I was present when rock-n-roll became the medium for adolescents to challenge the status quo. I hung out in my best friend’s basement listening to Steve Taylor of the Fugs sing “Big Brown River” on his Hi-Fi. I can still vividly remember the beginning lyrics of this song: “I've been swimming in this river of shit
more than 20 years and I'm gettin' tired of it.” In the end, the potential for radio and television to be a medium for creative ideas and programming was never realized, for the public airways were ultimately co-opted by powerful corporate interests for their use in the inexorable movement towards an economy based on mass consumption.

The newly energized Republic became bloated on its own dollars, believing in its own invincibility, yet the nation felt grievously threatened by the growth and spread of Communism throughout the world. Communism was anti-capitalist and owed its advancement to the abuses of the capitalist system in many parts of the globe. White colonialism had been seriously weakened by the Great War, and the scars left by unfettered mercantile interests had made many of the poor peoples hungry for change. The successful Communist Chinese revolution and Stalin’s expansionist successes were blows to America’s newly found power.
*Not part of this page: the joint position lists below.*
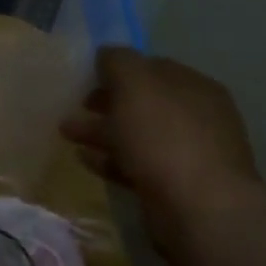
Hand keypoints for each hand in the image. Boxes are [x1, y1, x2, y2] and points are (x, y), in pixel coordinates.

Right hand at [62, 47, 259, 263]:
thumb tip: (107, 54)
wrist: (200, 210)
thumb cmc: (165, 137)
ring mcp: (189, 153)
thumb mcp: (135, 84)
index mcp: (194, 86)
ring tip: (66, 133)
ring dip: (102, 131)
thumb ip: (118, 61)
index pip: (151, 67)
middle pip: (143, 102)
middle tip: (73, 105)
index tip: (85, 76)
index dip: (117, 68)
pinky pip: (136, 164)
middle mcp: (197, 116)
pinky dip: (110, 159)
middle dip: (106, 102)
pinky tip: (85, 159)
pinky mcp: (176, 186)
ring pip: (136, 134)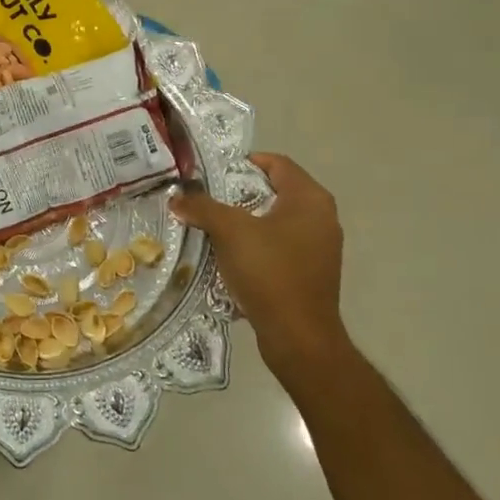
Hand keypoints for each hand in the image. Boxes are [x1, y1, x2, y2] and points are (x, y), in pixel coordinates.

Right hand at [171, 153, 347, 384]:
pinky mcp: (313, 272)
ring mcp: (320, 246)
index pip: (277, 163)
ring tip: (213, 227)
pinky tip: (231, 256)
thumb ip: (202, 207)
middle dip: (239, 193)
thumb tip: (177, 197)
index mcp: (310, 199)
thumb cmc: (269, 273)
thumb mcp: (229, 232)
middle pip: (276, 191)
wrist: (298, 336)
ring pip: (277, 221)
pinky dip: (257, 245)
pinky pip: (281, 246)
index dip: (244, 163)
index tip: (213, 172)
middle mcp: (322, 217)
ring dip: (246, 221)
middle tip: (207, 198)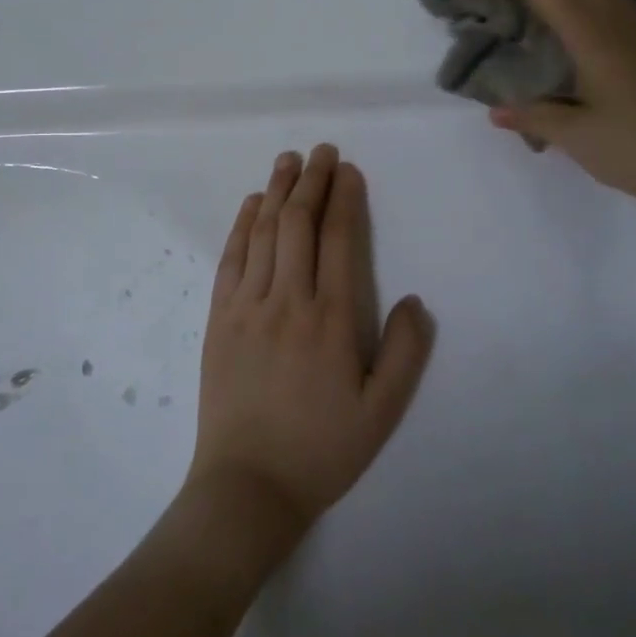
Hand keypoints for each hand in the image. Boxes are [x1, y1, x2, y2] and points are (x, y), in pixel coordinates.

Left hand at [185, 145, 434, 547]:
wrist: (248, 486)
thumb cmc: (321, 449)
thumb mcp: (382, 412)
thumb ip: (405, 353)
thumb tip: (415, 300)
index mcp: (331, 319)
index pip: (338, 240)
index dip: (344, 198)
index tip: (348, 170)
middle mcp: (288, 300)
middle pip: (299, 224)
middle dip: (312, 180)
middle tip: (321, 150)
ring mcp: (248, 306)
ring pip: (265, 233)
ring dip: (277, 191)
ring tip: (288, 160)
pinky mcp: (220, 318)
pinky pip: (232, 258)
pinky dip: (243, 225)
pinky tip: (252, 204)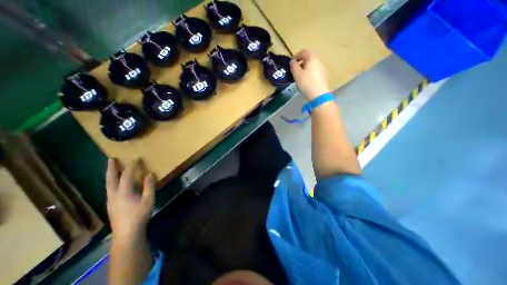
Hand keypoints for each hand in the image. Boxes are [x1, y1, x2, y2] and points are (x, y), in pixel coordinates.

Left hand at [106, 158, 153, 240]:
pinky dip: (112, 182)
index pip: (126, 176)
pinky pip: (110, 190)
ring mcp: (110, 201)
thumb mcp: (149, 200)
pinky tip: (115, 184)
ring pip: (108, 185)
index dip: (131, 166)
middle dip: (111, 168)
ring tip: (112, 169)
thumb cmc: (139, 215)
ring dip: (110, 175)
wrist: (127, 233)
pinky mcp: (111, 205)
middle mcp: (113, 195)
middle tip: (111, 159)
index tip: (136, 159)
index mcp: (123, 192)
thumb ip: (149, 186)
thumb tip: (149, 175)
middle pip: (110, 179)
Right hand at [289, 49, 333, 99]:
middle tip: (295, 69)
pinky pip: (314, 70)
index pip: (304, 52)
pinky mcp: (323, 76)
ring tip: (299, 76)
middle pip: (309, 57)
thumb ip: (293, 66)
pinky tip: (306, 80)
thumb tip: (293, 61)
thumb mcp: (297, 74)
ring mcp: (322, 68)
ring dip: (305, 67)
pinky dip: (309, 72)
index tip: (291, 63)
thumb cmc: (306, 83)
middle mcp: (318, 61)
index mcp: (312, 58)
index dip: (296, 56)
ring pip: (312, 64)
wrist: (319, 95)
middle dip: (301, 62)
When the Soviet Union successfully tested the nuclear weapons in the 50’s, hysteria became the national watchword. In school, we practiced responding to a nuclear attack by squirming under our desks, a joke of the highest order. We were given dog tags with our names and addressed emblazoned on the metal plates. I wore that plate around my neck with pride: I thought it was the coolest thing, entirely ignorant of its real purpose.

To further feed the growing hysteria, Senator McCarthy began his diatribes concerning the countless numbers of the communists that had supposedly infiltrated the government. This presumed threat had no real basis in fact: it was entirely manufactured. Many in the entertainment industry were also targeted. From this, the infamous black lists were created. This fear, finely honed by government propaganda, was effectively used to control the population. Fear and its bedfellow, hysteria, makes the population vulnerable to the dictates of the powerful; it makes the people too willing to relinquish their own power in exchange for what they are lead to believe is their enhanced safety.

Capital was busy building its machinery and required unobstructed access to resources both material and human. It required an uninterrupted supply of energy to feed itself. To do this, freedom needed to be curtailed, and democracy re-defined to fit these goals. Such is the nature of power. It is the way of human history and the rise of civilization for power to be concentrated into the hands of the few. Invariably, these oligarchs wreck havoc upon the lives of the many they supposedly represent. These excesses generally lead to the dissolution of empires.